Integrating AI-MIDD with Mechanistic Erythropoietin Modeling: A Digital-Twin Framework for Optimizing ESA Therapies

Erythropoiesis-stimulating agents (ESAs) remain a mainstay for anemia therapy, yet variability in response and emerging resistance mechanisms limit their effectiveness. We developed a hybrid AI-MIDD (Model-Informed Drug Development) and Quantitative Systems Pharmacology (QSP) platform and applied it for integrating mechanistic signaling (EPO–EpoR–JAK2/STAT5–SOCS3/CIS) with metabolic (mTOR), iron-homeostatic (hepcidin), and HIF-mediated endogenous EPO feedback.
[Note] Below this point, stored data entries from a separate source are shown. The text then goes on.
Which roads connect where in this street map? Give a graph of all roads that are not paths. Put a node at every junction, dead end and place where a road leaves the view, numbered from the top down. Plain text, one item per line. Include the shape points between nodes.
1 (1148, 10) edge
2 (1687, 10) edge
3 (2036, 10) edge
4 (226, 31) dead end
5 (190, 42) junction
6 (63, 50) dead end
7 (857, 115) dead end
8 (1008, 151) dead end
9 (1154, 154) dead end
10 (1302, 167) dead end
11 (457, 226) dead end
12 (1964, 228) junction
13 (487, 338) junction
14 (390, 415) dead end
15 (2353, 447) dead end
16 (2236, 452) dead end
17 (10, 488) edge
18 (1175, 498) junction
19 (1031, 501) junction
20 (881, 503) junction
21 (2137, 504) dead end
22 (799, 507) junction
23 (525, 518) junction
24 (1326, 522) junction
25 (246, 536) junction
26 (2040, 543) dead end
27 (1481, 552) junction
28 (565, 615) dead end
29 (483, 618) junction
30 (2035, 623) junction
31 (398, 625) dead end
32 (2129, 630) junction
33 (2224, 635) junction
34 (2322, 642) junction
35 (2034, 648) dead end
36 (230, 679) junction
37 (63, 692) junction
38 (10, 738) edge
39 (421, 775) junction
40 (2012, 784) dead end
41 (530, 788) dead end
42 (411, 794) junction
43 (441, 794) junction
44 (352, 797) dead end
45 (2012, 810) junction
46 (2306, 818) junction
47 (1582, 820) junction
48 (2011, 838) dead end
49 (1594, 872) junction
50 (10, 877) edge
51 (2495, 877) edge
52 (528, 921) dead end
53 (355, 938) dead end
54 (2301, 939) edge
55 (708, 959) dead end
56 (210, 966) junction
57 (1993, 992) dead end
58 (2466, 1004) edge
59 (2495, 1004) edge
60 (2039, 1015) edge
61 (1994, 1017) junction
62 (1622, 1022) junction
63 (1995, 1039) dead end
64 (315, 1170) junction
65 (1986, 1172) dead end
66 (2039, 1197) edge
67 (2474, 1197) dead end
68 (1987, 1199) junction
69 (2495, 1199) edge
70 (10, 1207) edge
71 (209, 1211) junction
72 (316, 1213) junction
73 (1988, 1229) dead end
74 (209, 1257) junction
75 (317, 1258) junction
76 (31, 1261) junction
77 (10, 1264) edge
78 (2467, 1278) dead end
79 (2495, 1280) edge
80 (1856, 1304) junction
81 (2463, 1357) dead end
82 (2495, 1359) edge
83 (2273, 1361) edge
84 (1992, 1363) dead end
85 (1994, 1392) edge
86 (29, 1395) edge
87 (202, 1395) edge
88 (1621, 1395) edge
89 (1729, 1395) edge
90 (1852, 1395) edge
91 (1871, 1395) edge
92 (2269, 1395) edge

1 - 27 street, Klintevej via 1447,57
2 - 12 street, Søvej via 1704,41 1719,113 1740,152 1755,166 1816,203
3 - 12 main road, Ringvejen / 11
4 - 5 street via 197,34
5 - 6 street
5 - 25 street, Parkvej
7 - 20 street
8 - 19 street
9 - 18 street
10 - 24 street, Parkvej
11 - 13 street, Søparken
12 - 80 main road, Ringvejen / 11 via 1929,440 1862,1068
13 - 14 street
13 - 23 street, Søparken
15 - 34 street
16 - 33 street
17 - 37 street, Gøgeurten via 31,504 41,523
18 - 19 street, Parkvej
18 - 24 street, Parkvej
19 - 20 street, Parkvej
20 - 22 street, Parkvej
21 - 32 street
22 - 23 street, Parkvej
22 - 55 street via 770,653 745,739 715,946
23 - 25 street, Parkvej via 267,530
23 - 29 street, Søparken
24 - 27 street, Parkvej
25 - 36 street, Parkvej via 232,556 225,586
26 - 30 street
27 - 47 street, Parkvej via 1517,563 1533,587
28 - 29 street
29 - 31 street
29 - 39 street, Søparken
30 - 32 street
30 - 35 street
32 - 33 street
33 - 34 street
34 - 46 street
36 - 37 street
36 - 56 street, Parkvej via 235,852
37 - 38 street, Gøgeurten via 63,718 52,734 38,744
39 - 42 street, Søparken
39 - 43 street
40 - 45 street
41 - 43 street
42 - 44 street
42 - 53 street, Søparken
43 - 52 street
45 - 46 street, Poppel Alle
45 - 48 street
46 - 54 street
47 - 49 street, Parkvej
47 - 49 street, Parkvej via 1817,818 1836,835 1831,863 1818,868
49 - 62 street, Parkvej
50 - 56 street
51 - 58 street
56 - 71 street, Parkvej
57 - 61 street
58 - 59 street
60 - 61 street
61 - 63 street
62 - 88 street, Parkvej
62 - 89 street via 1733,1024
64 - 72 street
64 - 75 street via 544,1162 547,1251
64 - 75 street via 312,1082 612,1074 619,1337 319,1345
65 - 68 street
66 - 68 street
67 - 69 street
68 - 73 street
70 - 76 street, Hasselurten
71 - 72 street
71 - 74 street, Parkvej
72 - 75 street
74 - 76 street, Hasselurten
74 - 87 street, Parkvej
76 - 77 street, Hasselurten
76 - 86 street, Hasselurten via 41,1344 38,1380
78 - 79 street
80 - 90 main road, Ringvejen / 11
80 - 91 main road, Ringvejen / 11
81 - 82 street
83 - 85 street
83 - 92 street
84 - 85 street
The model was implemented in SBML (epo_qsp_combined_all.xml) and simulated over 12 weeks under various ESA, SUMO-blocker, miR-486 exosome, mTOR, and HIF-PHI perturbations. AI-assisted parameter scanning revealed distinct dose-sparing regimes: SUMO inhibition improved receptor recycling and reduced ESA requirement by ∼30%; exosomal miR-486 reduced SOCS3/CIS burden, restoring STAT5 sensitivity; HIF-PHI enhanced baseline EPO synthesis, while mTOR modulation stabilized reticulocyte oscillations. Multi-objective optimization identified triplet combinations achieving Hb targets with minimized pSTAT5 burden. The AI-MIDD–QSP integration provides a digital-twin for patient-specific ESA optimization and enables rational design of combination regimens and patentable therapeutic concepts. This framework generalizes to other hematopoietic and cytokine-signaling systems, advancing mechanism-based drug development.